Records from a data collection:
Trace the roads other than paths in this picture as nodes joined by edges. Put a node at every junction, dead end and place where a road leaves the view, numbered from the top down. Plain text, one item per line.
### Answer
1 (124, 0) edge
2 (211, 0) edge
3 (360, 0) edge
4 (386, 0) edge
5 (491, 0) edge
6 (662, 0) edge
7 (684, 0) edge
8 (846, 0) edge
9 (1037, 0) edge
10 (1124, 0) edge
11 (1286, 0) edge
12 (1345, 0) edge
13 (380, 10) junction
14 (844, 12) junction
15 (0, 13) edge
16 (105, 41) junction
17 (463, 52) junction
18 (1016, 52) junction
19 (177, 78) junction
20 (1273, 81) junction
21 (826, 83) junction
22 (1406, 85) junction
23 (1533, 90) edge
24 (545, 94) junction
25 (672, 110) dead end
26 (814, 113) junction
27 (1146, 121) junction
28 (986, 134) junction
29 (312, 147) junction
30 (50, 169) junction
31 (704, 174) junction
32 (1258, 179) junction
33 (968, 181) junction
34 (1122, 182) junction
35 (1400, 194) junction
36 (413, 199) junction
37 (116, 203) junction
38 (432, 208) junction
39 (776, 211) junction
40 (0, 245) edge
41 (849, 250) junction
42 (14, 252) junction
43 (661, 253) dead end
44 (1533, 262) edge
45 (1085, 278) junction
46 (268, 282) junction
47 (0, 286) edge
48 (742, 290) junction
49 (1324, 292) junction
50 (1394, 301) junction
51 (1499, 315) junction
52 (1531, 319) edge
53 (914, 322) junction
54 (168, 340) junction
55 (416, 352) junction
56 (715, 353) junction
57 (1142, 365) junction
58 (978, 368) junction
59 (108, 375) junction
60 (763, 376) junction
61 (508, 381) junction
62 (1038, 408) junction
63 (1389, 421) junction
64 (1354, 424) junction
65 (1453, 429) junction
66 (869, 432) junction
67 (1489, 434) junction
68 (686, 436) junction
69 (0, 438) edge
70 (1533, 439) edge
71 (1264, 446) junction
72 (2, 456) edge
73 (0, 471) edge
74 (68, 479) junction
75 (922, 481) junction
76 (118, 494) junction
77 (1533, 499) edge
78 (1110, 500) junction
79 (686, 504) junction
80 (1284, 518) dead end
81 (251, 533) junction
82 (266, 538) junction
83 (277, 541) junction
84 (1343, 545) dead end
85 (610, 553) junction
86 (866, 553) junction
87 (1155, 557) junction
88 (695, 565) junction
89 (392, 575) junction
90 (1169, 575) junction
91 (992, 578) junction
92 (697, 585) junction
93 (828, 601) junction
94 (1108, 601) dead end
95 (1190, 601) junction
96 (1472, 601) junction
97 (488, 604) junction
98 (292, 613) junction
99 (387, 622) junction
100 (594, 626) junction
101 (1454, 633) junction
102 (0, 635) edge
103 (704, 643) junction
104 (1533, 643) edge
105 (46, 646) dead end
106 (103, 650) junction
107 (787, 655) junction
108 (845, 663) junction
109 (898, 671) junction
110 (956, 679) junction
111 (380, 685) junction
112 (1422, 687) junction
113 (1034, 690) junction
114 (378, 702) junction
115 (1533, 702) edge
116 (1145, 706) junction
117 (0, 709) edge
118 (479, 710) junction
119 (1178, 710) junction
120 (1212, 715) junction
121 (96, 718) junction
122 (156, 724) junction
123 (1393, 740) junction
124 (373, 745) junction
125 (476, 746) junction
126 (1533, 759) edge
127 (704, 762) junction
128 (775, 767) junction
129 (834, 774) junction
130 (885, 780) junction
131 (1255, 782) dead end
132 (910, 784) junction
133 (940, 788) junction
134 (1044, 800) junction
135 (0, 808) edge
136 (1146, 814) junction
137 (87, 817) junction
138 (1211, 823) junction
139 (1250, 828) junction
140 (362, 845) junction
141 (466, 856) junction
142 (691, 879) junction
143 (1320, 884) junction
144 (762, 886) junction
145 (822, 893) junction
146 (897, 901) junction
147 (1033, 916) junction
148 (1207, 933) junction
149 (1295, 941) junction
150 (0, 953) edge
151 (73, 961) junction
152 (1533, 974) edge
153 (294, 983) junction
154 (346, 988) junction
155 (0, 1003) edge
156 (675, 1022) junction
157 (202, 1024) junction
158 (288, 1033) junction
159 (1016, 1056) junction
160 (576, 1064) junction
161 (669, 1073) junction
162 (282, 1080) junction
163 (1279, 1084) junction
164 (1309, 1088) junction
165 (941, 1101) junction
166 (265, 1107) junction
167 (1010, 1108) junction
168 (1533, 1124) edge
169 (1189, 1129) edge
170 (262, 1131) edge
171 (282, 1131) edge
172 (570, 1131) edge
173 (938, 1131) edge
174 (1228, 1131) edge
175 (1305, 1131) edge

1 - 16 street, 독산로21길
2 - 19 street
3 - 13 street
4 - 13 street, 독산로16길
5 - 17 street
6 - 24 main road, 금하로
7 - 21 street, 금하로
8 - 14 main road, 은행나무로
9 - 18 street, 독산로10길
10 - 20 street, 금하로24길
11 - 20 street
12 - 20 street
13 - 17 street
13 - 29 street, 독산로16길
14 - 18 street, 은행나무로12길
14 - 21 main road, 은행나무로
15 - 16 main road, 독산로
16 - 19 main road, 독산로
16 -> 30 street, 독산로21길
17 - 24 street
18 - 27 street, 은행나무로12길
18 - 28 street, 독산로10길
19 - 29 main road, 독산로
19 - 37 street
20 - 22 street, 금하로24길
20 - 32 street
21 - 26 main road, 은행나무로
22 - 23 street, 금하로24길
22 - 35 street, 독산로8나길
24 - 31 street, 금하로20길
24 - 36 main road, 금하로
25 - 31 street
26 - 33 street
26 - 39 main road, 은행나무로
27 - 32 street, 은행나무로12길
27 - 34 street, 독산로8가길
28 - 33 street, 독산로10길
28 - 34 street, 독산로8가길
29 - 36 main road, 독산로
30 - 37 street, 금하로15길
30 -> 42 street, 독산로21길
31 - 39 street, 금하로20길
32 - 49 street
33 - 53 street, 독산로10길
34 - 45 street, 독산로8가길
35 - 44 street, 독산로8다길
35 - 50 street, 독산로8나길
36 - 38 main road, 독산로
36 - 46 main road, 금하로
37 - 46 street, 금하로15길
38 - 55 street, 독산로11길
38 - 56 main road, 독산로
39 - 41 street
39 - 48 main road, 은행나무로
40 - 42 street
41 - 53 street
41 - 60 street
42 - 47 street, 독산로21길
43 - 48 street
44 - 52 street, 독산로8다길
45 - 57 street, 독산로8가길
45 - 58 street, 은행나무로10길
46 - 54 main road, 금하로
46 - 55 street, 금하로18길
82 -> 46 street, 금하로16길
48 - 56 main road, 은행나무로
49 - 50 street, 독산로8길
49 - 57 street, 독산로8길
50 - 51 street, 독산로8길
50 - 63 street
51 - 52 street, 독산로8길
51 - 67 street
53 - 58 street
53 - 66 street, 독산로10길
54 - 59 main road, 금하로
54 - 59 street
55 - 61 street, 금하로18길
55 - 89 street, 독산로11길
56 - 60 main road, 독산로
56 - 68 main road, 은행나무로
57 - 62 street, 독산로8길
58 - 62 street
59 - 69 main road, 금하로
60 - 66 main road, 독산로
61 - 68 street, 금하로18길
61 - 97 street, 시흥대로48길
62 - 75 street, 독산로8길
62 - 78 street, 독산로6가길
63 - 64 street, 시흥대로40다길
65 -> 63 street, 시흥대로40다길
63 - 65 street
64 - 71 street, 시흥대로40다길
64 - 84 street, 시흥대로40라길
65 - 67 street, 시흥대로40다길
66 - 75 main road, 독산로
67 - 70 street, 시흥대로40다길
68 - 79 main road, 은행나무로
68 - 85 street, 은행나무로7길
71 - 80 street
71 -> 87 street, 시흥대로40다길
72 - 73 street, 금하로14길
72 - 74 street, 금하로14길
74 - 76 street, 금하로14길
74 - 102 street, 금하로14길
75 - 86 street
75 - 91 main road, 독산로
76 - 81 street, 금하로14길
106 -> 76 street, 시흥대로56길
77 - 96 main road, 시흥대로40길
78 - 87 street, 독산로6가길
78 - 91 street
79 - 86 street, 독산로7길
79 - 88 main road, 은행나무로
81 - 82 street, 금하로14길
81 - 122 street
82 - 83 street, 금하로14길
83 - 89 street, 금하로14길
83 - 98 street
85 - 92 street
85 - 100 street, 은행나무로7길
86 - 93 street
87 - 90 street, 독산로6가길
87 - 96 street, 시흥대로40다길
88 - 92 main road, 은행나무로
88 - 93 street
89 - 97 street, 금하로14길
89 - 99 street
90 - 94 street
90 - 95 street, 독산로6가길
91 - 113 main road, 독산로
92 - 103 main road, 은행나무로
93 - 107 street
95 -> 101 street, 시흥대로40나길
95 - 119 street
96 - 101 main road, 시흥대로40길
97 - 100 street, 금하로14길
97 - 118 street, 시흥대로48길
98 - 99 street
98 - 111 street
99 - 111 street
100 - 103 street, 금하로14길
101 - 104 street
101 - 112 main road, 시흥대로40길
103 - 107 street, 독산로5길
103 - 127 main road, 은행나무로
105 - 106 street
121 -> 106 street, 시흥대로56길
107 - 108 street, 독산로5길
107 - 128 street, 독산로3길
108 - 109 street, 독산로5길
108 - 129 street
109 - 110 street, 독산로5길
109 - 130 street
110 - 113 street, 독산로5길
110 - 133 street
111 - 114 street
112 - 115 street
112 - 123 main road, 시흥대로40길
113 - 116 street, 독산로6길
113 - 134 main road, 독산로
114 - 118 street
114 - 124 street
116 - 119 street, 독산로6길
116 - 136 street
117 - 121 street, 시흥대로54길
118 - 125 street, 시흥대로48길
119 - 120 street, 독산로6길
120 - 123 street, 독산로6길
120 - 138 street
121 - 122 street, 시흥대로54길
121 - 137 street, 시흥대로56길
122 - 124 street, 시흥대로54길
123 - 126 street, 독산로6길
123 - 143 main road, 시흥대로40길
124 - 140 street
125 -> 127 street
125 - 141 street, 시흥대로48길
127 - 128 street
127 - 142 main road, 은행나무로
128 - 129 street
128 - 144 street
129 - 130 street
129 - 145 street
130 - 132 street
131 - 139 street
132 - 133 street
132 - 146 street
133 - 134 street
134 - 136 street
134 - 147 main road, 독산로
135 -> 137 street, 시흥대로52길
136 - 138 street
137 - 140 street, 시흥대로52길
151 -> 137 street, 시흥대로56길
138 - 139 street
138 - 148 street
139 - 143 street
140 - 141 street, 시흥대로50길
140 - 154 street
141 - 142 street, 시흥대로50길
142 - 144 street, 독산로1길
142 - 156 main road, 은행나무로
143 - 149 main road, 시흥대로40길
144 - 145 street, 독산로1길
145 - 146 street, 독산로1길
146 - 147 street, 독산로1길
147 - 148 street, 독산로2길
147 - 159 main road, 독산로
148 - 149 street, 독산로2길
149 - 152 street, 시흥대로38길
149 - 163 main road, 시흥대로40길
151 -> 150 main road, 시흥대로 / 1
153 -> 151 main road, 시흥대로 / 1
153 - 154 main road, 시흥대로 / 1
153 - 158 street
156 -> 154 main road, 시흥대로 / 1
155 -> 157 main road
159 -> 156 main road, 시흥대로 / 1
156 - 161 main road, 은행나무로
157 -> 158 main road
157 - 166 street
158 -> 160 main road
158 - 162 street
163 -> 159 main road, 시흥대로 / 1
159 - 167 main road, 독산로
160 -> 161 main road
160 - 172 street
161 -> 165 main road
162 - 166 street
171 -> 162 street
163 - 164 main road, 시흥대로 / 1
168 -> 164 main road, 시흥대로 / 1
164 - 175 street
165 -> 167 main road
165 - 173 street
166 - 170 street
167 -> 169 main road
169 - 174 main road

### [Problem requirements]
Return a copy of each line in the entries that contains "dead".

### [Written answer]
Trace the roads other than paths in this picture as nodes joined by edges. Put a node at every junction, dead end and place where a road leaves the view, numbered from the top down. Plain text, one item per line.
25 (672, 110) dead end
43 (661, 253) dead end
80 (1284, 518) dead end
84 (1343, 545) dead end
94 (1108, 601) dead end
105 (46, 646) dead end
131 (1255, 782) dead end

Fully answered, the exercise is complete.